September 13, 2018

Because adolescents with Type 1 diabetes typically have poor glycemic control, a UNC Gillings School of Global Public Health-led research team tested the efficacy on this patient population of a newly developed adaptive behavioral intervention on metabolic and psychosocial outcomes.

The findings were published online July 30 in The Lancet Child & Adolescent Health.

Flexible Lifestyles Empowering Change (FLEX), the intervention used by the research team, integrates motivational interviewing and problem-solving skills training tailored to patients and their families. FLEX is designed to promote self-management of Type 1 diabetes and improve measures of blood glucose control in young people with the disease.

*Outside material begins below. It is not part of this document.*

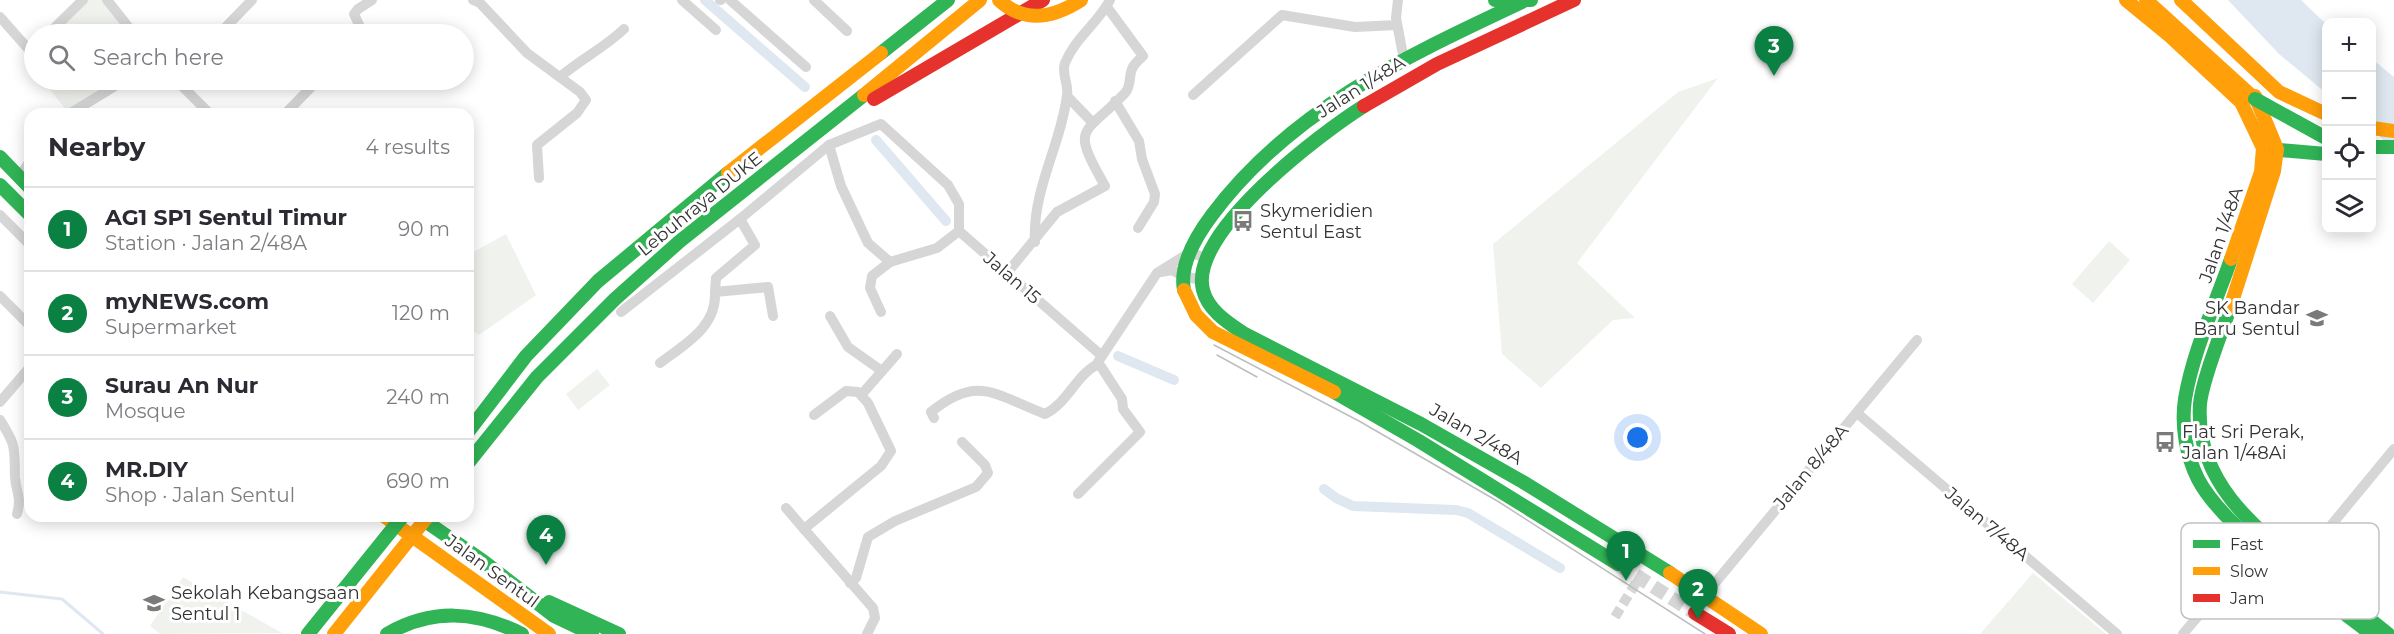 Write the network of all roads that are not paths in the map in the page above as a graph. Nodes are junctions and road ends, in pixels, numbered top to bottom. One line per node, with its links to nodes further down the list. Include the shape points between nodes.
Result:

The study, the first randomized control trial to test the efficacy of such an intervention, found that FLEX did not offer the glycemic control that had been hypothesized. However, the researchers did discover significant benefits on secondary outcomes, including motivation and problem solving, which were central to the intervention approach, as well as other markers of psychosocial functioning.

Dr. Elizabeth Mayer Davis

Dr. Beth Mayer-Davis

“Our team, of course, was disappointed in the results for glucose control,” said Elizabeth Mayer-Davis, PhD, Cary C. Boshamer Distinguished Professor of nutrition and medicine, chair of the Gillings School’s nutrition department and first author of the study. “But the study retention was 93 percent, the intervention was executed with high fidelity, and teens, along with their parents, were very positive about their experience.”

Joan M. Thomas, research associate in the department of nutrition, is a co-author of the journal article.

The researchers utilized two clinical sites, one in Colorado and the other in Ohio, and invited 855 adolescents, ages 13 to 16, who were diagnosed with Type 1 diabetes more than one year before the study commenced, to be assessed for eligibility between May 1, 2014, and April 4, 2016. Of this group, 258 enrolled and completed a baseline visit, along with a participating caregiver. The intervention group enrolled 130 young people; 128 were assigned to the control group.

While the control group members used their usual care protocol during the study, the FLEX intervention group worked with a coach – a health professional with experience in management of Type 1 diabetes – on a patient-centered motivational interviewing approach to health behavior change. The coach’s role was to help patients resolve their ambivalence about change and enhance their intrinsic motivation by creating a motivational framework for change. The coaches offered the teens problem-solving skills training as a way for them to make the desired changes.

The FLEX toolbox included elements of behavioral family systems therapy, materials to support Type 1 diabetes education (such as guidance for diet and physical activity, relative to insulin dosing), social support and communication technology—including text messaging, alarms or calendar appointments—for reminders or motivational boosters.

Parents were included during some portions of the FLEX-Basic session and were instructed by the coaches that their role was to support the participant’s attempts at self-management.

The intervention lasted 18 months. During the first 12 weeks of the intervention, participants received the core of the FLEX intervention (FLEX-Basic). This entailed four 40- to 60-minute sessions that systematically established the motivational interviewing and problem-solving skills training processes, introduced concepts of family communication and teamwork, and acquainted participants with available toolbox resources. Following this initial period, the coach met with each participant three to four times in each of the subsequent six-month periods.

Despite having no effect on glucose control, the FLEX trial improved motivation, problem-solving skills, barriers to adherence and self-management. Researchers says that further analyses will reveal information about the drivers of positive response to the intervention and will point to directions for improvement in interventions designed to optimize health and well-being for adolescents living with Type 1 diabetes.

“Compared to when the study began, there is new glucose monitoring technology available and increasingly used by teens,” said Mayer-Davis. “We are now developing a new intervention that builds on the strengths of our original approach, builds on some new concepts and integrates with this new monitoring technology. We remain as committed as ever to improve health and well-being for adolescents with Type 1 diabetes.”